[RECORDED INFORMATION — start]

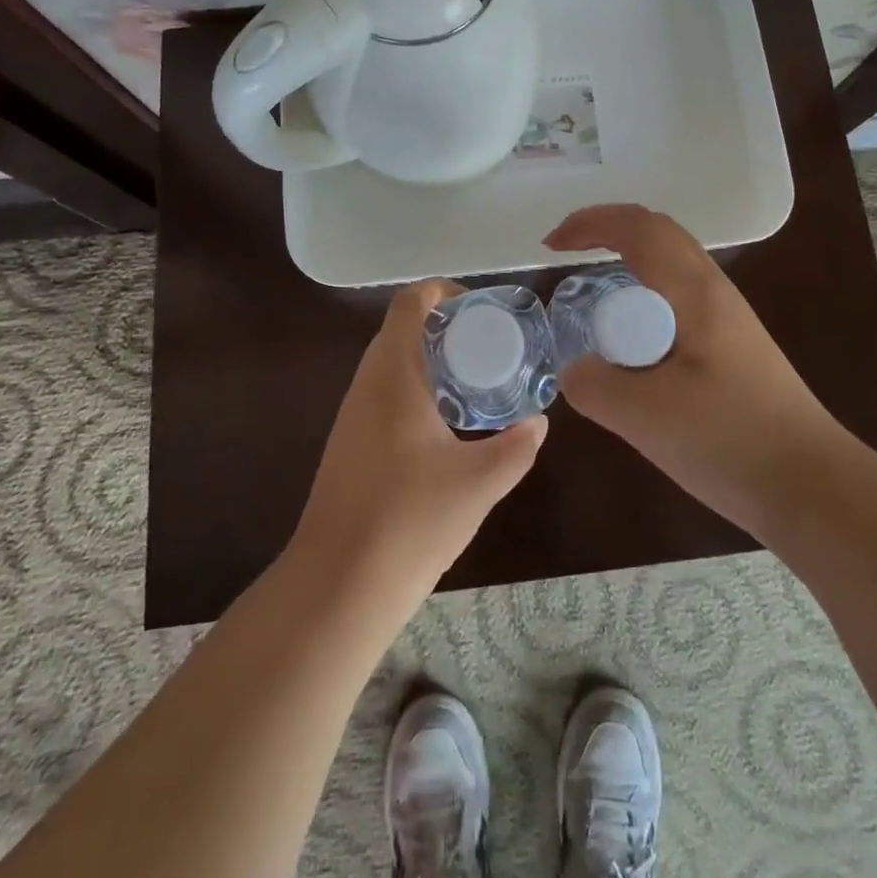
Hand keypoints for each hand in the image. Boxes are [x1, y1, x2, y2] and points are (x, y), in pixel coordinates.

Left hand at [290, 281, 546, 607]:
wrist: (337, 586)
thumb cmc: (409, 520)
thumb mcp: (479, 483)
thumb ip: (517, 447)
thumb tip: (539, 422)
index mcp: (393, 374)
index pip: (410, 302)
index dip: (445, 292)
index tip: (483, 311)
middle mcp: (367, 383)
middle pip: (403, 329)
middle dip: (447, 328)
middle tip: (492, 346)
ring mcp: (353, 414)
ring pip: (393, 363)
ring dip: (432, 360)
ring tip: (477, 382)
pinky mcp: (350, 443)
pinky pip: (386, 394)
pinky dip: (418, 390)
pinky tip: (448, 426)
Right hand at [544, 205, 838, 535]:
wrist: (812, 488)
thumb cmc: (731, 441)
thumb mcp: (645, 415)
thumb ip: (594, 385)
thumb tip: (574, 370)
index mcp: (695, 292)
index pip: (639, 227)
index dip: (590, 222)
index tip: (550, 247)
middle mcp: (714, 293)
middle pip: (657, 235)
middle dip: (606, 233)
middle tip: (565, 260)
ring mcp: (727, 321)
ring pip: (668, 268)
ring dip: (625, 266)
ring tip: (591, 301)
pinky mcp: (731, 350)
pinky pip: (675, 303)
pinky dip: (640, 303)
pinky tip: (629, 347)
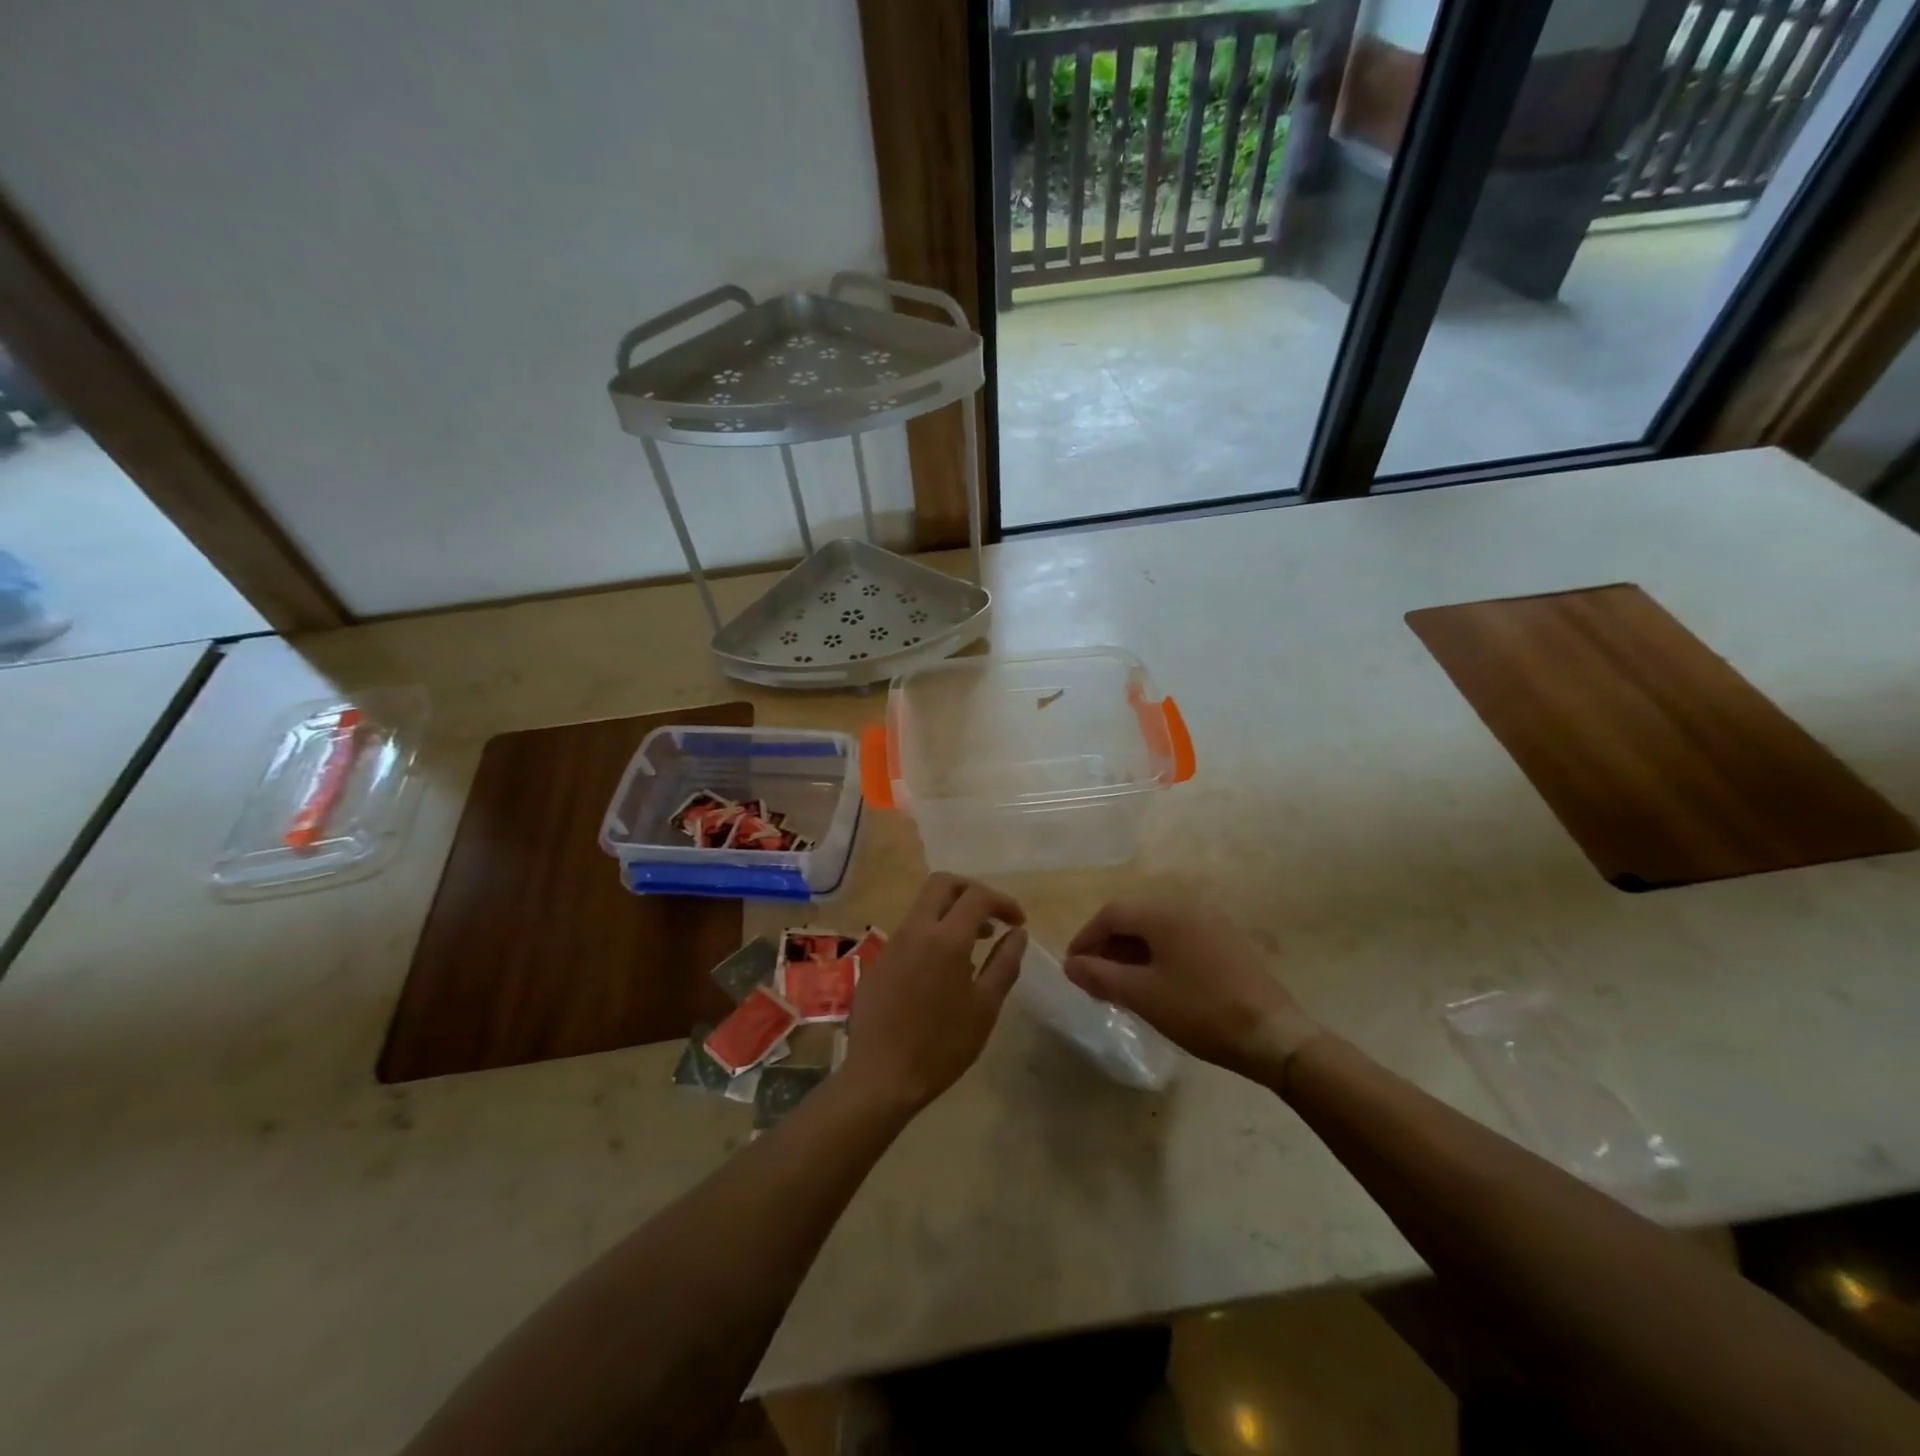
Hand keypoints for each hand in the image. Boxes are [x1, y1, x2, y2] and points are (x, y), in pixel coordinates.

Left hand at [840, 873, 1028, 1112]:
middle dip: (971, 891)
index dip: (1003, 901)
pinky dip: (932, 935)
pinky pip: (909, 933)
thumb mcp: (985, 1007)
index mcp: (945, 938)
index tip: (1018, 922)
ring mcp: (891, 944)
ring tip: (973, 946)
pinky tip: (942, 972)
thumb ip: (1004, 963)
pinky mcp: (877, 963)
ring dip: (951, 913)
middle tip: (992, 917)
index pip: (977, 895)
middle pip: (942, 884)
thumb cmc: (942, 1045)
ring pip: (923, 907)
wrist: (880, 1077)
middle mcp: (915, 930)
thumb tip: (1017, 933)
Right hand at [1064, 892, 1320, 1082]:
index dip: (1086, 938)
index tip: (1073, 968)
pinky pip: (1179, 938)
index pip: (1111, 914)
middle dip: (1108, 946)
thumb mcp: (1142, 995)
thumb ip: (1100, 976)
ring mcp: (1211, 922)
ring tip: (1120, 986)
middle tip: (1093, 979)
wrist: (1273, 1036)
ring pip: (1157, 929)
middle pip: (1134, 918)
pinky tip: (1155, 984)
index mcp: (1164, 912)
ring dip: (1132, 952)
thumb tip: (1071, 965)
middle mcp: (1187, 906)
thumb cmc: (1200, 1010)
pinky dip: (1158, 955)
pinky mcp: (1226, 941)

[RECORDED INFORMATION — finish]

WHAT YOU SHOULD DO: Everything from the line with "pinky dip: (418, 390)" down to the line with "ring mcp: (891, 944)" in the data above should be copied exactly, with both end lines kept and the pictures left out.

EXPECTED ANSWER:
pinky dip: (418, 390)
pinky tip: (448, 426)
Right hand at [544, 205, 838, 535]:
wrist: (812, 488)
thumb cmc: (731, 441)
thumb mcp: (645, 415)
thumb ip: (594, 385)
thumb tip: (574, 370)
index mcp: (695, 292)
index pip: (639, 227)
index dip: (590, 222)
index tip: (550, 247)
middle mcp: (714, 293)
middle pip: (657, 235)
middle dip: (606, 233)
middle tip: (565, 260)
ring mcp: (727, 321)
ring pip: (668, 268)
ring dip: (625, 266)
ring tip: (591, 301)
pinky mcp: (731, 350)
pinky pip: (675, 303)
pinky dip: (640, 303)
pinky tip: (629, 347)
Hand keypoints for each hand in the image. Boxes are [x1, y1, x2, y2] and points are (x, y), in pixel coordinates.

Left hand at [840, 873, 1028, 1112]:
middle dip: (971, 891)
index dip: (1003, 901)
pinky dip: (932, 935)
pinky pip: (909, 933)
thumb mcp: (985, 1007)
index mcp: (945, 938)
index tip: (1018, 922)
ring mcp: (891, 944)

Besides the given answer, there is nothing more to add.